Posted on November 9, 2022 by Bill Brownell
On October 12th, the Biden Administration announced an “Action Plan” to accelerate infrastructure development following enactment of the Inflation Reduction Act (IRA) [New Action Plan]. This followed extensive discussion of a permitting reform proposal drafted by Senator Manchin in connection with IRA, in order to accelerate the permitting process for infrastructure projects. And it came a day after an October 11th letter that Senator Manchin sent to the White House regarding steps to address backlogs in permitting and approvals for energy projects [October 11, 2022 Manchin Letter].

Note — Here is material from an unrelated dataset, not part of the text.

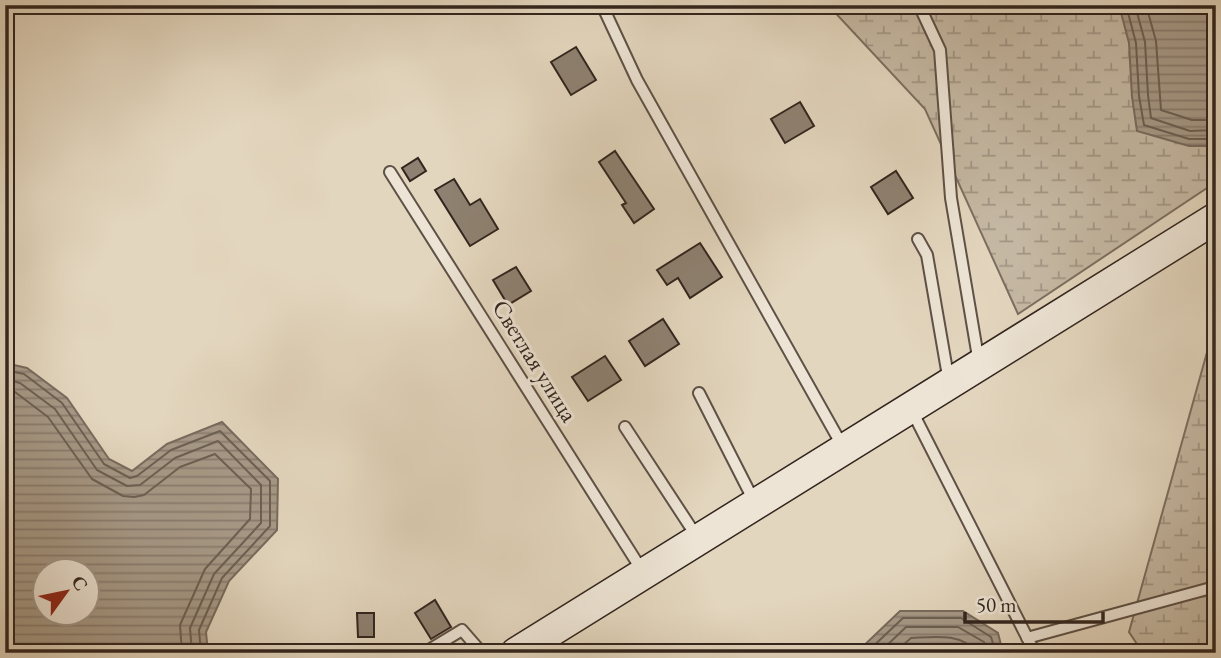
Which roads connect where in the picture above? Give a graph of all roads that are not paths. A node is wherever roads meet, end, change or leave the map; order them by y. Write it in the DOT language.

Transition away from fossil fuels to a “new energy economy” requires building new and updating existing infrastructure. This new infrastructure will include new transmission lines, energy storage facilities, pipelines for energy resilience, and renewable generation. The Inflation Reduction Act, of course, allocates significant resources to encourage the development of such facilities. However, money alone is not enough to promote this energy transition. Permitting reform is needed to accelerate the implementation of these projects. The exact shape and content of any such reform, however, remains contentious.
The Biden Administration’s action plan highlights “lack of data, lack of technology, and a need for greater capacity” as key road blocks to accelerating the development of needed infrastructure. In an attempt to side-step controversy associated with permitting reform, however, the action plan simply catalogues guidance and training activities that are or could be taken by the federal government, states and the private sector, including technical guidance, project tracking and workforce development. Description of status quo activity and possible guidance and training activities is not a recipe for progress.
By contrast, Senator Manchin’s draft permitting reform bill would tackle politically sensitive topics related to the scope and pace of permitting activities. These topics include setting deadlines for NEPA reviews and environmental assessments for major energy and natural resource projects, coordination of project review among agencies, a dispute resolution mechanism for project disagreements, and time limits for judicial challenges. In his October 11th letter to the White House, Senator Manchin emphasized that permitting agencies must be appropriately staffed and that clarifying the scope of Clean Water Act review will be needed.
The permitting reform discussions to date suggest certain shared interests that could provide a starting point for further discussions. For example, there is little disagreement that permitting agencies should be appropriately staffed, that agencies coordinate environmental reviews, and that the permitting process be completed within a reasonable time frame. While other, more controversial issues–such as the scope of Clean Water Act jurisdiction and substantive NEPA review–must be addressed if real progress is to be made, the fact that the Manchin permitting reform text had not only opposition but also support from elements of both political parties gives reason for hope. Perhaps there is a message here: permitting reform will not be easy, but compromise may be possible. With a new Congress being seated in the coming year, one can only hope there will be opportunities to explore consensus.